- _What this task involves_: Set the pictures aside and return each record below precisely as written.

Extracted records
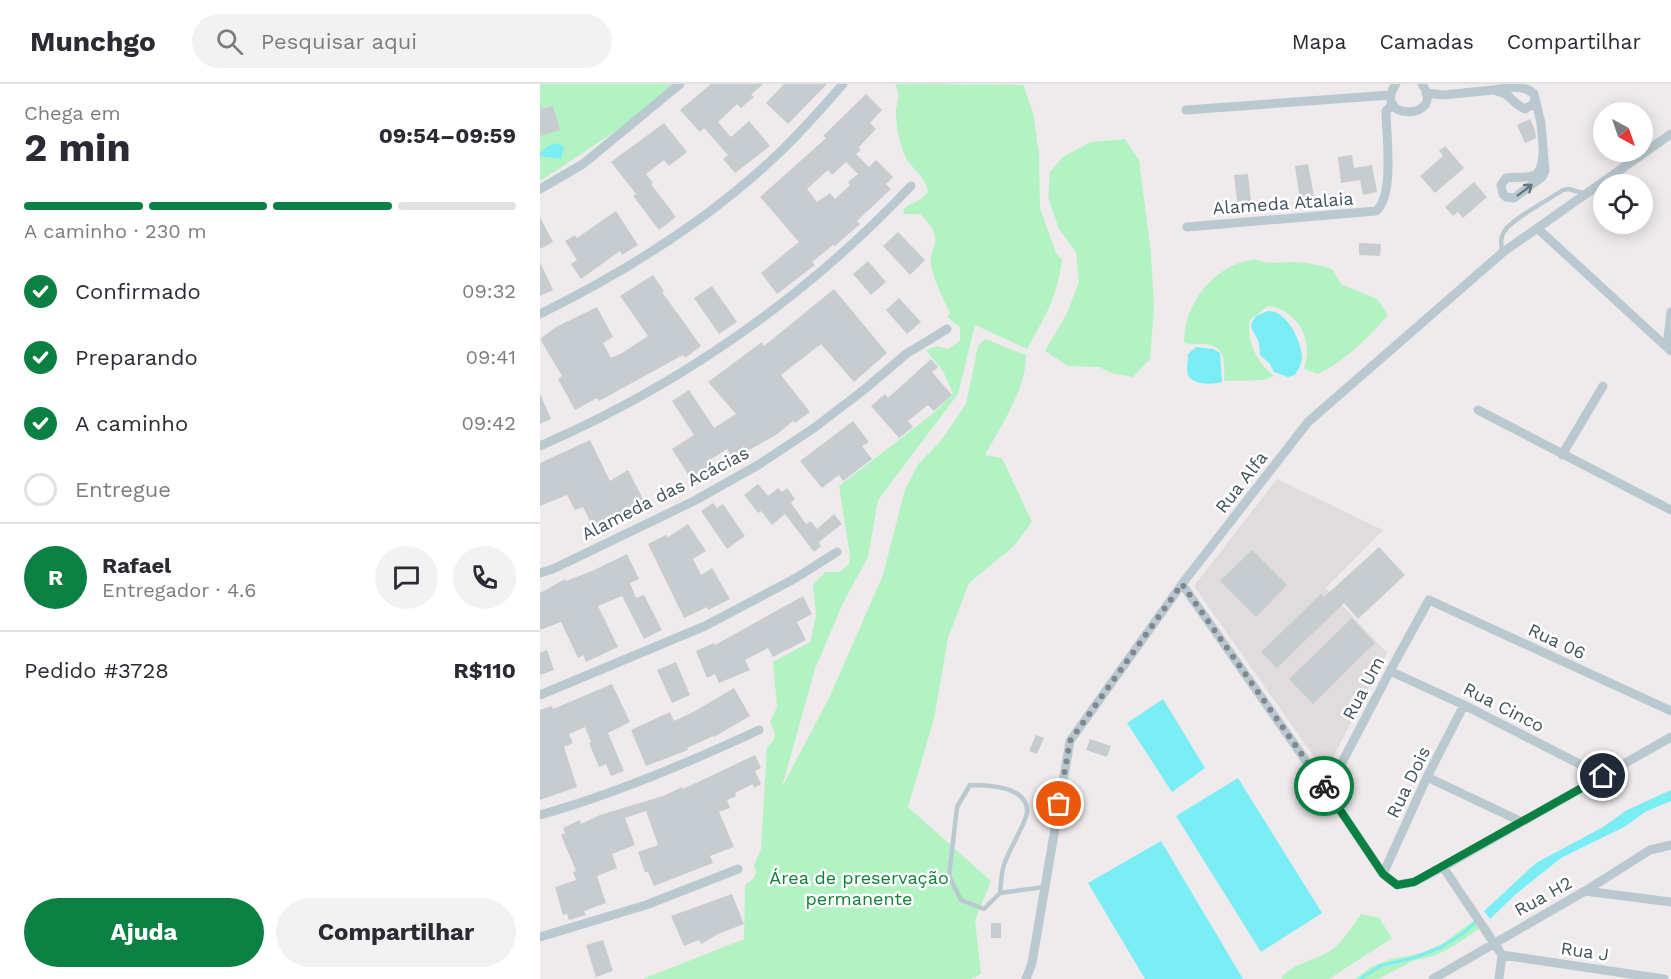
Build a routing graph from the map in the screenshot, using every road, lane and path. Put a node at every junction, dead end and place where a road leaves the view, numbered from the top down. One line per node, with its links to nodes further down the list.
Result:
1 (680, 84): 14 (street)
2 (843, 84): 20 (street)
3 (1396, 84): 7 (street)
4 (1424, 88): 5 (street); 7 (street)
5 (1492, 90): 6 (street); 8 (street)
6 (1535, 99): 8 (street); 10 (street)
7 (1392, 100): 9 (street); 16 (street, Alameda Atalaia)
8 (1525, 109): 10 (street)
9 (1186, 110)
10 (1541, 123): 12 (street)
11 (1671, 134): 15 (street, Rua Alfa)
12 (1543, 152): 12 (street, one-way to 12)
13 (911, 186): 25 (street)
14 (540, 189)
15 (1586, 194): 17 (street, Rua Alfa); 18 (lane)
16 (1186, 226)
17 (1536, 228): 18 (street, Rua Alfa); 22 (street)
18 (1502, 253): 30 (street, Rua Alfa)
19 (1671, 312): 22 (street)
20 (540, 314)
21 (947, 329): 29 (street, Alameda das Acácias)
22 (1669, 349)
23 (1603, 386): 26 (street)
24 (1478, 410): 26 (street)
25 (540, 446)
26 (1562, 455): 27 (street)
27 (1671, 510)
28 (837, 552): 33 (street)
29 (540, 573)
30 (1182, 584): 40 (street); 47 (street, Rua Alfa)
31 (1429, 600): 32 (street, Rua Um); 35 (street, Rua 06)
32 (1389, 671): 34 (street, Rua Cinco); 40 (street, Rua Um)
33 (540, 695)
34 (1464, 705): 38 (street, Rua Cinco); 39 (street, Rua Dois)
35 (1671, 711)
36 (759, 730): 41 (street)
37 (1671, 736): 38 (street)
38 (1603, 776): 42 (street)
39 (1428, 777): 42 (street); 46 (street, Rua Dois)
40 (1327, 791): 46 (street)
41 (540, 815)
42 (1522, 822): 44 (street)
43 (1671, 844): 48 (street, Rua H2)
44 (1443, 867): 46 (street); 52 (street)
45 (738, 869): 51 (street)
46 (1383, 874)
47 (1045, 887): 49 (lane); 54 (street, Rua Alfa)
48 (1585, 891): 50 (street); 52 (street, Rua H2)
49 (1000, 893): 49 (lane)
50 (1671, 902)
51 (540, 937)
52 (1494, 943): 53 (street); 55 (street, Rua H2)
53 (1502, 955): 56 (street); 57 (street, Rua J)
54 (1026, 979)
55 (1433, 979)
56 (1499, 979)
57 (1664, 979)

- _Response area_:
Build a routing graph from the map in the screenshot, using every road, lane and path. Put a node at every junction, dead end and place where a road leaves the view, numbered from the top down. One line per node, with its links to nodes further down the list.
Result:
1 (680, 84): 14 (street)
2 (843, 84): 20 (street)
3 (1396, 84): 7 (street)
4 (1424, 88): 5 (street); 7 (street)
5 (1492, 90): 6 (street); 8 (street)
6 (1535, 99): 8 (street); 10 (street)
7 (1392, 100): 9 (street); 16 (street, Alameda Atalaia)
8 (1525, 109): 10 (street)
9 (1186, 110)
10 (1541, 123): 12 (street)
11 (1671, 134): 15 (street, Rua Alfa)
12 (1543, 152): 12 (street, one-way to 12)
13 (911, 186): 25 (street)
14 (540, 189)
15 (1586, 194): 17 (street, Rua Alfa); 18 (lane)
16 (1186, 226)
17 (1536, 228): 18 (street, Rua Alfa); 22 (street)
18 (1502, 253): 30 (street, Rua Alfa)
19 (1671, 312): 22 (street)
20 (540, 314)
21 (947, 329): 29 (street, Alameda das Acácias)
22 (1669, 349)
23 (1603, 386): 26 (street)
24 (1478, 410): 26 (street)
25 (540, 446)
26 (1562, 455): 27 (street)
27 (1671, 510)
28 (837, 552): 33 (street)
29 (540, 573)
30 (1182, 584): 40 (street); 47 (street, Rua Alfa)
31 (1429, 600): 32 (street, Rua Um); 35 (street, Rua 06)
32 (1389, 671): 34 (street, Rua Cinco); 40 (street, Rua Um)
33 (540, 695)
34 (1464, 705): 38 (street, Rua Cinco); 39 (street, Rua Dois)
35 (1671, 711)
36 (759, 730): 41 (street)
37 (1671, 736): 38 (street)
38 (1603, 776): 42 (street)
39 (1428, 777): 42 (street); 46 (street, Rua Dois)
40 (1327, 791): 46 (street)
41 (540, 815)
42 (1522, 822): 44 (street)
43 (1671, 844): 48 (street, Rua H2)
44 (1443, 867): 46 (street); 52 (street)
45 (738, 869): 51 (street)
46 (1383, 874)
47 (1045, 887): 49 (lane); 54 (street, Rua Alfa)
48 (1585, 891): 50 (street); 52 (street, Rua H2)
49 (1000, 893): 49 (lane)
50 (1671, 902)
51 (540, 937)
52 (1494, 943): 53 (street); 55 (street, Rua H2)
53 (1502, 955): 56 (street); 57 (street, Rua J)
54 (1026, 979)
55 (1433, 979)
56 (1499, 979)
57 (1664, 979)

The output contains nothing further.